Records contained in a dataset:
—————
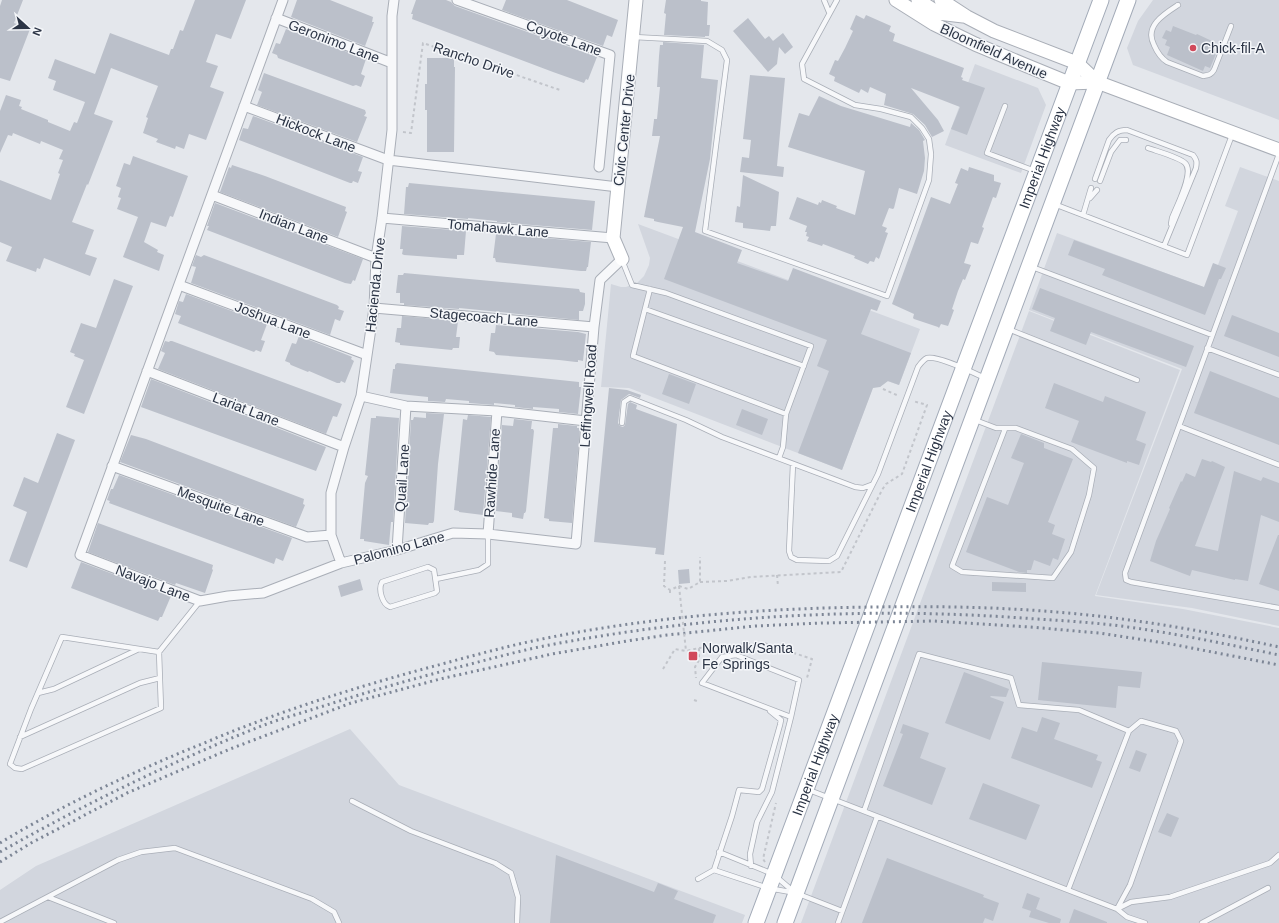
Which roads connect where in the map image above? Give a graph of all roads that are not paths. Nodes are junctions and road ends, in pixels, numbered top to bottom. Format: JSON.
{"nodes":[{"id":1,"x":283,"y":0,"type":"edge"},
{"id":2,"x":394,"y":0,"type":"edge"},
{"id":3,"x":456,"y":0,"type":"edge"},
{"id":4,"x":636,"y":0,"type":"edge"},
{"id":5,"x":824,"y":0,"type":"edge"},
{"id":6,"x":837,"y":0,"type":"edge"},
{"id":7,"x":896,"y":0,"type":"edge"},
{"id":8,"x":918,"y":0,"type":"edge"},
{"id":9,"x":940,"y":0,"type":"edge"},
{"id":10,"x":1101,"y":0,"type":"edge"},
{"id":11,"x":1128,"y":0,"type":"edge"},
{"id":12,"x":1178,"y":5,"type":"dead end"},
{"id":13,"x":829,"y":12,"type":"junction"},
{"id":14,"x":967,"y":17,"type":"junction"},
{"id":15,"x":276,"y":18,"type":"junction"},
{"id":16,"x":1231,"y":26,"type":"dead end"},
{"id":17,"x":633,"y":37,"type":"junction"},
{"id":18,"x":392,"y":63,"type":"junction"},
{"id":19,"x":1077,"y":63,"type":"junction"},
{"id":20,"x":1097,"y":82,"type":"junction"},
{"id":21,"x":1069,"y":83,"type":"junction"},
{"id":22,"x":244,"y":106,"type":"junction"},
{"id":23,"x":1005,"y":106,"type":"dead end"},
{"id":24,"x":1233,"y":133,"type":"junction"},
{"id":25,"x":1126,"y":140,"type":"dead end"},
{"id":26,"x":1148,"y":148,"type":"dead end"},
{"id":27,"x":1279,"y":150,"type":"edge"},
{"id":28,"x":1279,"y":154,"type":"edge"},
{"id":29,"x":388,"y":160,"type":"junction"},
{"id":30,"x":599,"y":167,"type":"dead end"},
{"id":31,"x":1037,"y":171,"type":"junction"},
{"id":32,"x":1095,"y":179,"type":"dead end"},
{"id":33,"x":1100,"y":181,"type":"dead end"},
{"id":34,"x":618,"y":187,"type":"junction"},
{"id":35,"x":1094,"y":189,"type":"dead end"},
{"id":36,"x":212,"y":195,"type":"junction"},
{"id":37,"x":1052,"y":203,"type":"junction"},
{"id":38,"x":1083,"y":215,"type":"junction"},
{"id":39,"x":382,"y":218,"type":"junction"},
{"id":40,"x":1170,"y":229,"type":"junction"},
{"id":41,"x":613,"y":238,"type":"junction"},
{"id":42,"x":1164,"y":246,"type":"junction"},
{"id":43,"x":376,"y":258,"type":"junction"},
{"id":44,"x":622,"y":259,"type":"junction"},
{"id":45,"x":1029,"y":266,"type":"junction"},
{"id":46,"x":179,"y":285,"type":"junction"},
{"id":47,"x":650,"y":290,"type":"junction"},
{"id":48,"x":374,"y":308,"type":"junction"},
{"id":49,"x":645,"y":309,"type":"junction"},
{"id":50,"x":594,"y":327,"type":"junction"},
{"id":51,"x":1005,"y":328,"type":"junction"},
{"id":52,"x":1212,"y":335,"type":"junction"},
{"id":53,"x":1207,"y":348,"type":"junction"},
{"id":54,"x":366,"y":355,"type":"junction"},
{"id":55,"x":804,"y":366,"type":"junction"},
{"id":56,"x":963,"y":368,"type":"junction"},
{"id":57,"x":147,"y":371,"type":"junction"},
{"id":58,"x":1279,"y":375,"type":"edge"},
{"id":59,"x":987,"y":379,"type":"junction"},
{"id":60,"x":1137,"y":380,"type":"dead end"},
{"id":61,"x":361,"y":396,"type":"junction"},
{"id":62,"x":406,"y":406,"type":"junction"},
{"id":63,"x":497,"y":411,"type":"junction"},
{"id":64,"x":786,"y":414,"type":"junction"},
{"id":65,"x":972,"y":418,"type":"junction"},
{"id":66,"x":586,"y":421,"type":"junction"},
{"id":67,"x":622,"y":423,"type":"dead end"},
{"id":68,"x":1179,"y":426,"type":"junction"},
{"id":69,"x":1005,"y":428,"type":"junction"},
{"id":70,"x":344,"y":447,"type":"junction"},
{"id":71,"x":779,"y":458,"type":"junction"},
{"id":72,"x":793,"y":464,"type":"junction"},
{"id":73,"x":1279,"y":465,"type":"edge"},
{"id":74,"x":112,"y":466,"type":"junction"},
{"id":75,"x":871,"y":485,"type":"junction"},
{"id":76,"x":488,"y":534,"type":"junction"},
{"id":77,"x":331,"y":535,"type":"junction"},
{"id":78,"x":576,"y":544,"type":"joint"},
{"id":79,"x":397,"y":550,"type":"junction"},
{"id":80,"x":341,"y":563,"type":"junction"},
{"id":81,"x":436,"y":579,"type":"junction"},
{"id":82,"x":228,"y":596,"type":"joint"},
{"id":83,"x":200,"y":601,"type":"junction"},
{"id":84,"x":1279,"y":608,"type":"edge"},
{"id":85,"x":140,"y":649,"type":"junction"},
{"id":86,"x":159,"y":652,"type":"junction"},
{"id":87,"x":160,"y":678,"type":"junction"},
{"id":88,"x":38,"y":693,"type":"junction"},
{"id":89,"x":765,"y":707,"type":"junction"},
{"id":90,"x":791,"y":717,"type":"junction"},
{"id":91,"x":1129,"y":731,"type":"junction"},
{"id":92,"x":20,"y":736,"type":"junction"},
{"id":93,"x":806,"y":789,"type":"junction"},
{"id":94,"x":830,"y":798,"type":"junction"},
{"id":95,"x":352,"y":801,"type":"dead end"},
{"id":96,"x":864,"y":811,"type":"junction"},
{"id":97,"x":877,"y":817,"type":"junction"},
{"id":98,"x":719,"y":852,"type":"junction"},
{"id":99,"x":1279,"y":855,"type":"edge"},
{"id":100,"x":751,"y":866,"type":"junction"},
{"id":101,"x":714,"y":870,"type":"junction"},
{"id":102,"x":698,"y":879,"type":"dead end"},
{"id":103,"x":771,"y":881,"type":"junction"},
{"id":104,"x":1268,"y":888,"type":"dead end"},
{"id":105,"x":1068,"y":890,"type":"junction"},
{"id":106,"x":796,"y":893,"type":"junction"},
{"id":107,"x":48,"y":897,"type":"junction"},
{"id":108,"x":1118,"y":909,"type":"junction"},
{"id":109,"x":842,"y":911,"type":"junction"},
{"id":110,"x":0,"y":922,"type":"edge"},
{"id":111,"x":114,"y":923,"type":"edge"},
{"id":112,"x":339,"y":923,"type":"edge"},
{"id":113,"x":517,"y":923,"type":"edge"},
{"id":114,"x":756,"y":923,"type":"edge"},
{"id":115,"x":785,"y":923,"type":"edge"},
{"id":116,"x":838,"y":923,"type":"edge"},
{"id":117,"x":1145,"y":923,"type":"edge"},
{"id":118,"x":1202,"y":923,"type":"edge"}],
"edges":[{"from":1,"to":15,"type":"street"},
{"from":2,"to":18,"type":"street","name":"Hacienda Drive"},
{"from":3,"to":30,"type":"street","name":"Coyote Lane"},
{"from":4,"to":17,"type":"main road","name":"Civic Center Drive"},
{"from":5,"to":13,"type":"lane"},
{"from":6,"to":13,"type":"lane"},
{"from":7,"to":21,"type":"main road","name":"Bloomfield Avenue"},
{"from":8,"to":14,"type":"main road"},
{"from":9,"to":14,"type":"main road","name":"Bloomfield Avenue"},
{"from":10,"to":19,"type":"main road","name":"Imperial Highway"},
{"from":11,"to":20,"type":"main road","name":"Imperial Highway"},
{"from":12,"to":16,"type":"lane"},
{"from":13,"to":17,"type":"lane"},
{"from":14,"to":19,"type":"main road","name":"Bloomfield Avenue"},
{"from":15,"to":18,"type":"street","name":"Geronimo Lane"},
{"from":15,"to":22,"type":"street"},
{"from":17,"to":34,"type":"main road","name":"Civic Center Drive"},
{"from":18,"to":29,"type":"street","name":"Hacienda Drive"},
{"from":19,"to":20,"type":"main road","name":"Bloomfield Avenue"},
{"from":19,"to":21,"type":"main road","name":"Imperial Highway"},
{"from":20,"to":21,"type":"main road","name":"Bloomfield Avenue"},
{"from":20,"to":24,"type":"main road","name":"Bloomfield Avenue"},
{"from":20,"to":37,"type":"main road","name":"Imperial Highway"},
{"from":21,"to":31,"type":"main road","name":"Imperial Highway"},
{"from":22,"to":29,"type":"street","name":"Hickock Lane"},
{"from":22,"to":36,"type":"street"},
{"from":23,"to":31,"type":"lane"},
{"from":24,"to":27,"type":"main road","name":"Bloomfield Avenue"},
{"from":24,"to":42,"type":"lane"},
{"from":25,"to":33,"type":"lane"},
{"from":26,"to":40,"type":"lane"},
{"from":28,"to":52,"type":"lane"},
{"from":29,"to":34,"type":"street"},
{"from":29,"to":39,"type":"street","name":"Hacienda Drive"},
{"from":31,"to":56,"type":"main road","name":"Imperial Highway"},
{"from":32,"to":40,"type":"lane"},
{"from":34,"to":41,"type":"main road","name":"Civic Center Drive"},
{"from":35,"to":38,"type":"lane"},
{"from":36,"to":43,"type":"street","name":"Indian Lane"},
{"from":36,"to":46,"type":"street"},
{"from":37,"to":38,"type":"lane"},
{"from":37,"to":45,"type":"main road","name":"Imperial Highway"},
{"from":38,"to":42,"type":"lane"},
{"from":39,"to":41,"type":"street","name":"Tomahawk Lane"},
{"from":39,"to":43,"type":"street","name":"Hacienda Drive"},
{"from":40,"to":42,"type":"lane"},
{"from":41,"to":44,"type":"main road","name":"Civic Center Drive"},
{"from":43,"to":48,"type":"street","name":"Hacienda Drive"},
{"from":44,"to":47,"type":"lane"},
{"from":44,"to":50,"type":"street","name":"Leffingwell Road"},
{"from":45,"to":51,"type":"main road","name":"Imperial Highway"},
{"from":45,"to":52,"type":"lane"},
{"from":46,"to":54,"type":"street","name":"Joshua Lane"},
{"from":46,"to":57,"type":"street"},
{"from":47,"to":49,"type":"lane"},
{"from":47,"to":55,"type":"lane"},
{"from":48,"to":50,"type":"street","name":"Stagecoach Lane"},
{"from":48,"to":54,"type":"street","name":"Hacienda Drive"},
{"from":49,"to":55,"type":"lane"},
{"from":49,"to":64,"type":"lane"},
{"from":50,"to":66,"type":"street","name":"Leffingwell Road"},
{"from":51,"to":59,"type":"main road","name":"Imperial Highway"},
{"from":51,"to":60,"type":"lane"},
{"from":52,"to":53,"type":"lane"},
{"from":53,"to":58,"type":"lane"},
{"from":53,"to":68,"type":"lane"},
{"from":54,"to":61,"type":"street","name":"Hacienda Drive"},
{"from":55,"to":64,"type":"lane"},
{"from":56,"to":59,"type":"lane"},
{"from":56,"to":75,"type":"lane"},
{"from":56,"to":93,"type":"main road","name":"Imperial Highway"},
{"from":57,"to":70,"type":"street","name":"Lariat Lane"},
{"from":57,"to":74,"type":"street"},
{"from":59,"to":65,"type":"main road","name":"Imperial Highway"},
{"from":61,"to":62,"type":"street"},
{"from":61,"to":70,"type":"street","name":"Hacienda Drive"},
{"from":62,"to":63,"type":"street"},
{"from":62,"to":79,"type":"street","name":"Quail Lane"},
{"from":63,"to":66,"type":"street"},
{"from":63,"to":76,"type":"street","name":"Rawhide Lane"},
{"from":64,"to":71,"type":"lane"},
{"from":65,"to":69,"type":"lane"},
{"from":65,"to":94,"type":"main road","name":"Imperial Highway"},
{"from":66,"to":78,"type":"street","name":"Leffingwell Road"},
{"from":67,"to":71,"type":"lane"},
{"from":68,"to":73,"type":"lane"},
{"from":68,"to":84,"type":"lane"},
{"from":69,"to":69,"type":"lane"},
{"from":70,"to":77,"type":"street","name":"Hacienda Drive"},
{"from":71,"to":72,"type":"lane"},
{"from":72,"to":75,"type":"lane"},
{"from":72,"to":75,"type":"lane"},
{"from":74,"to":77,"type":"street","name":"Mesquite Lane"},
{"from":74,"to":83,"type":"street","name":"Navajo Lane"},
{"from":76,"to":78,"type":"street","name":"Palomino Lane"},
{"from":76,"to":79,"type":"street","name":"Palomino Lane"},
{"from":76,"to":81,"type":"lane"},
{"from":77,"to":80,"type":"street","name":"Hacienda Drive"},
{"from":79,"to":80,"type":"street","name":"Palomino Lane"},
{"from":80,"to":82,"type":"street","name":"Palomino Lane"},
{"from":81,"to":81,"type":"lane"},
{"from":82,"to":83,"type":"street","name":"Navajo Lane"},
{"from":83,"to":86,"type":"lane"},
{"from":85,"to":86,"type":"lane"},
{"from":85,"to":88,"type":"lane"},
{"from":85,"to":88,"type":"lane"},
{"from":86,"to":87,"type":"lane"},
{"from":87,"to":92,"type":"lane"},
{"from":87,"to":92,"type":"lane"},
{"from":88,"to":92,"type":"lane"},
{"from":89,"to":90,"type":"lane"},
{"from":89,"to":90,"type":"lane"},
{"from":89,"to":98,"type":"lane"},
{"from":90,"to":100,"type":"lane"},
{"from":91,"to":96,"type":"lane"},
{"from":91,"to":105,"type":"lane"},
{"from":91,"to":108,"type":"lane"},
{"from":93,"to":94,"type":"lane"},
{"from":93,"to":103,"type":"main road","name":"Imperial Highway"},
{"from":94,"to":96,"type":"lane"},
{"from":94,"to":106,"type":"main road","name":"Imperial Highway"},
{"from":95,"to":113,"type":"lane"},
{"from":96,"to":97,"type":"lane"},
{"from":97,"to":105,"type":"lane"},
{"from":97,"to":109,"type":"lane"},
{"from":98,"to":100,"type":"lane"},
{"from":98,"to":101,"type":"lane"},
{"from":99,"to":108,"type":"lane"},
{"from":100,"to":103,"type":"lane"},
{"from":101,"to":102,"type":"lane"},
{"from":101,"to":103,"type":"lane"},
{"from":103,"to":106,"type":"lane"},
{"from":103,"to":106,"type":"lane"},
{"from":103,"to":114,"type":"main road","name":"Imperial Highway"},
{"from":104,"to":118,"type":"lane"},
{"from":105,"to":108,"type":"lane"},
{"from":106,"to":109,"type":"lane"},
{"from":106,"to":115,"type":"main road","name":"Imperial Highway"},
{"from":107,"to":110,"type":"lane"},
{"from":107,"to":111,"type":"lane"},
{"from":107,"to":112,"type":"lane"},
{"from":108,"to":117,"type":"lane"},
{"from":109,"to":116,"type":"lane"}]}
—————
_Exercise description:_
Scan the data for the word "Bloomfield" and copy every line where it shows up.

_Response area:_
{"from":7,"to":21,"type":"main road","name":"Bloomfield Avenue"},
{"from":9,"to":14,"type":"main road","name":"Bloomfield Avenue"},
{"from":14,"to":19,"type":"main road","name":"Bloomfield Avenue"},
{"from":19,"to":20,"type":"main road","name":"Bloomfield Avenue"},
{"from":20,"to":21,"type":"main road","name":"Bloomfield Avenue"},
{"from":20,"to":24,"type":"main road","name":"Bloomfield Avenue"},
{"from":24,"to":27,"type":"main road","name":"Bloomfield Avenue"},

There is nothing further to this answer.